A mathematical model to study the dynamics of epithelial cellular networks

Affiliations

A mathematical model to study the dynamics of epithelial cellular networks

Alessandro Abate et al. IEEE/ACM Trans Comput Biol Bioinform. 2012 Nov-Dec.

Abstract

Epithelia are sheets of connected cells that are essential across the animal kingdom. Experimental observations suggest that the dynamical behavior of many single-layered epithelial tissues has strong analogies with that of specific mechanical systems, namely large networks consisting of point masses connected through spring-damper elements and undergoing the influence of active and dissipating forces.
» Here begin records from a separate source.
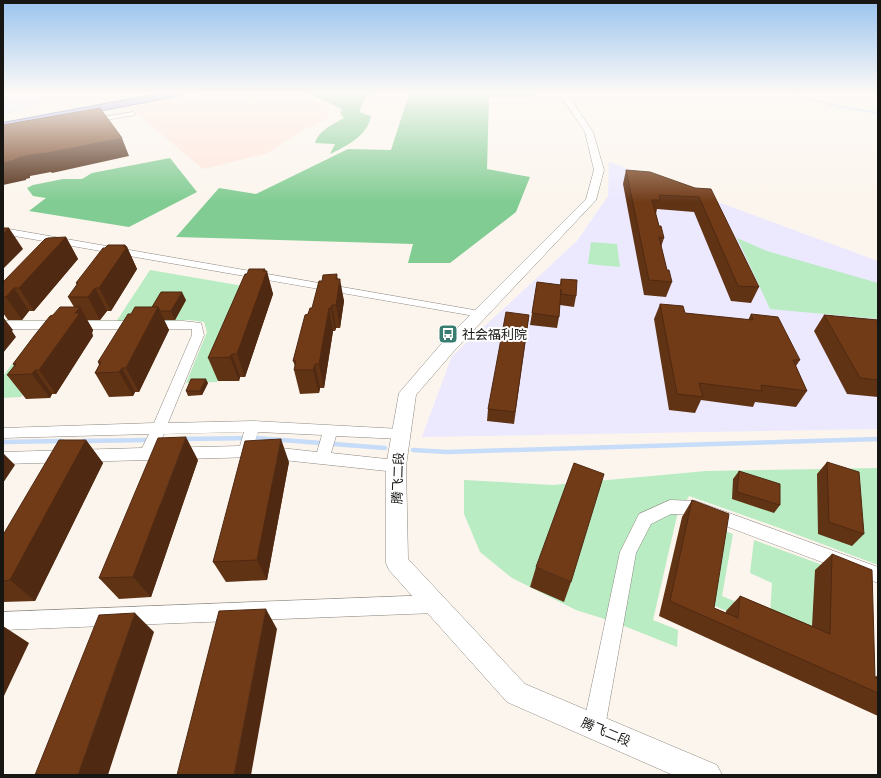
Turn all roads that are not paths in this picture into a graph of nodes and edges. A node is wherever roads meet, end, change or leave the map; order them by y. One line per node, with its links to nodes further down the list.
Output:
1 (587, 129): 5 (street, 腾飞二段)
2 (3, 231): 3 (street)
3 (54, 239): 4 (street); 5 (street)
4 (38, 248)
5 (480, 314): 11 (street, 腾飞二段)
6 (3, 325): 8 (street)
7 (253, 426): 8 (street); 9 (street); 12 (street)
8 (159, 429): 10 (street); 13 (street)
9 (330, 430): 11 (street); 15 (street)
10 (3, 433)
11 (401, 434): 16 (street, 腾飞二段)
12 (245, 451): 13 (street); 15 (street)
13 (147, 454): 14 (street)
14 (3, 458)
15 (323, 458): 16 (street)
16 (396, 466): 18 (street, 腾飞二段)
17 (878, 575): 20 (street)
18 (435, 604): 19 (street); 20 (street, 腾飞二段)
19 (3, 621)
20 (594, 727): 21 (street, 腾飞二段)
21 (707, 775)

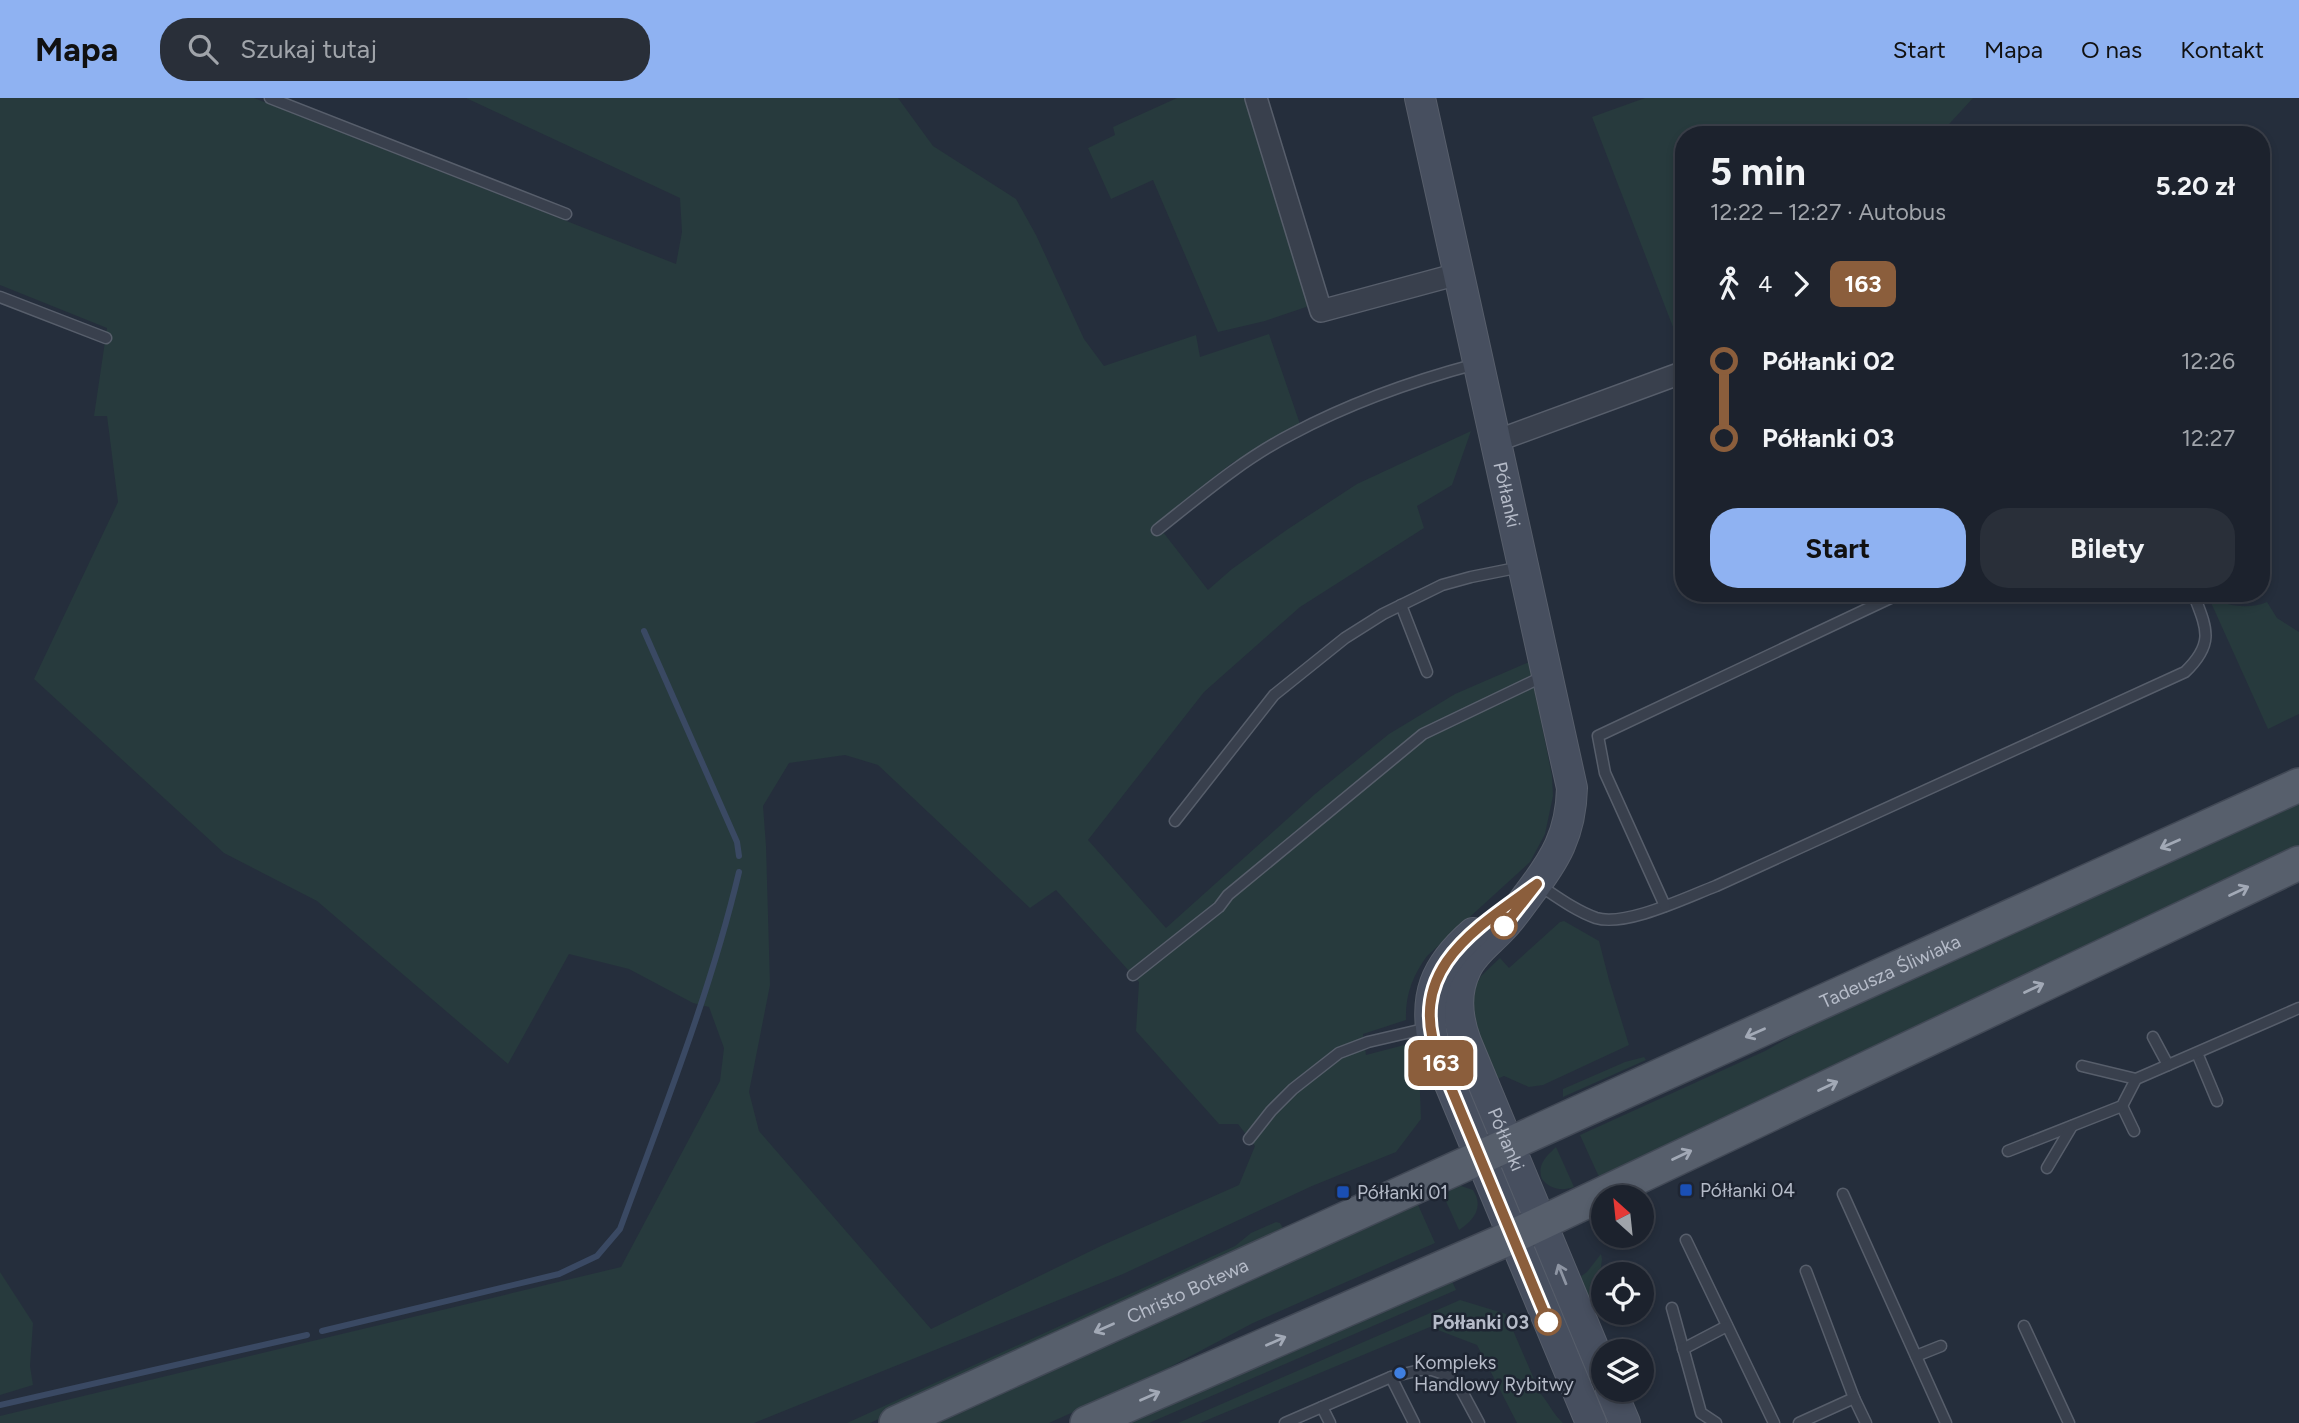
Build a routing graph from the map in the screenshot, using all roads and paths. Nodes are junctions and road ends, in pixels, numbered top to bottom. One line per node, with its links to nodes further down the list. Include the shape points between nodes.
1 (270, 98): 4 (lane)
2 (1256, 98): 5 (street, via 1321,311)
3 (1420, 98): 5 (street, Półłanki)
4 (566, 214)
5 (1458, 274): 8 (street, Półłanki)
6 (0, 297): 7 (lane)
7 (106, 338)
8 (1478, 363): 10 (street, Półłanki); 11 (lane, via 1371,397 1291,434)
9 (1675, 375): 10 (street)
10 (1496, 441): 12 (street, Półłanki)
11 (1157, 530)
12 (1524, 566): 15 (lane, via 1442,585); 17 (street, Półłanki)
13 (1882, 602): 22 (lane, via 1598,736 1605,773)
14 (2197, 602): 22 (lane, via 2207,636 2199,659 2185,672)
15 (1401, 605): 16 (lane); 19 (lane, via 1345,638 1274,695)
16 (1427, 672)
17 (1548, 674): 21 (street, Półłanki, via 1570,773 1572,804 1559,850); 23 (lane, via 1423,734)
18 (2299, 785): 36 (main road, Tadeusza Śliwiaka, one-way to 36)
19 (1175, 821)
20 (2299, 863): 40 (main road, one-way to 20)
21 (1537, 884): 22 (lane, via 1601,919); 25 (street, Półłanki, via 1469,936 1444,965 1432,992); 36 (street, Półłanki, via 1469,962 1458,992 1458,1016)
22 (1665, 906)
23 (1133, 975)
24 (2299, 1008): 27 (lane)
25 (1431, 1027): 35 (lane, via 1339,1053 1293,1089); 36 (street, Półłanki, via 1434,1046)
26 (2153, 1037): 29 (lane)
27 (2197, 1052): 29 (lane); 31 (lane)
28 (2082, 1066): 30 (lane)
29 (2168, 1066): 30 (lane)
30 (2136, 1080): 32 (lane)
31 (2217, 1101)
32 (2122, 1106): 33 (lane); 34 (lane)
33 (2072, 1126): 37 (lane); 38 (lane)
34 (2134, 1131)
35 (1249, 1139)
36 (1495, 1151): 40 (street, Półłanki); 54 (main road, Christo Botewa, one-way to 54)
37 (2008, 1151)
38 (2048, 1168)
39 (1843, 1194): 49 (lane)
40 (1527, 1230): 47 (street, Półłanki, one-way to 40); 55 (main road, one-way to 40); 60 (street, Półłanki)
41 (1686, 1240): 44 (lane)
42 (1806, 1271): 51 (lane)
43 (1672, 1308): 48 (lane)
44 (1727, 1326): 48 (lane); 63 (lane)
45 (2024, 1326): 67 (lane)
46 (1941, 1346): 49 (lane)
47 (1591, 1349)
48 (1683, 1349): 62 (lane, via 1701,1413)
49 (1916, 1356): 66 (lane)
50 (1391, 1377): 53 (lane); 58 (lane); 59 (lane, via 1420,1370 1447,1375 1462,1389)
51 (1854, 1398): 64 (lane); 65 (lane)
52 (1616, 1402): 61 (street)
53 (1322, 1407): 56 (lane); 57 (lane)
54 (895, 1423)
55 (1087, 1423)
56 (1285, 1423)
57 (1330, 1423)
58 (1414, 1423)
59 (1479, 1423)
60 (1591, 1423)
61 (1625, 1423)
62 (1716, 1423)
63 (1774, 1423)
64 (1799, 1423)
65 (1866, 1423)
66 (1946, 1423)
67 (2069, 1423)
Based on this analogy, this work develops a modeling framework to enable the study of the mechanical properties and of the dynamic behavior of large epithelial cellular networks. The model is built first by creating a network topology that is extracted from the actual cellular geometry as obtained from experiments, then by associating a mechanical structure and dynamics to the network via spring-damper elements. This scalable approach enables running simulations of large network dynamics: the derived modeling framework in particular is predisposed to be tailored to study general dynamics (for example, morphogenesis) of various classes of single-layered epithelial cellular networks. In this contribution, we test the model on a case study of the dorsal epithelium of the Drosophila melanogaster embryo during early dorsal closure (and, less conspicuously, germband retraction).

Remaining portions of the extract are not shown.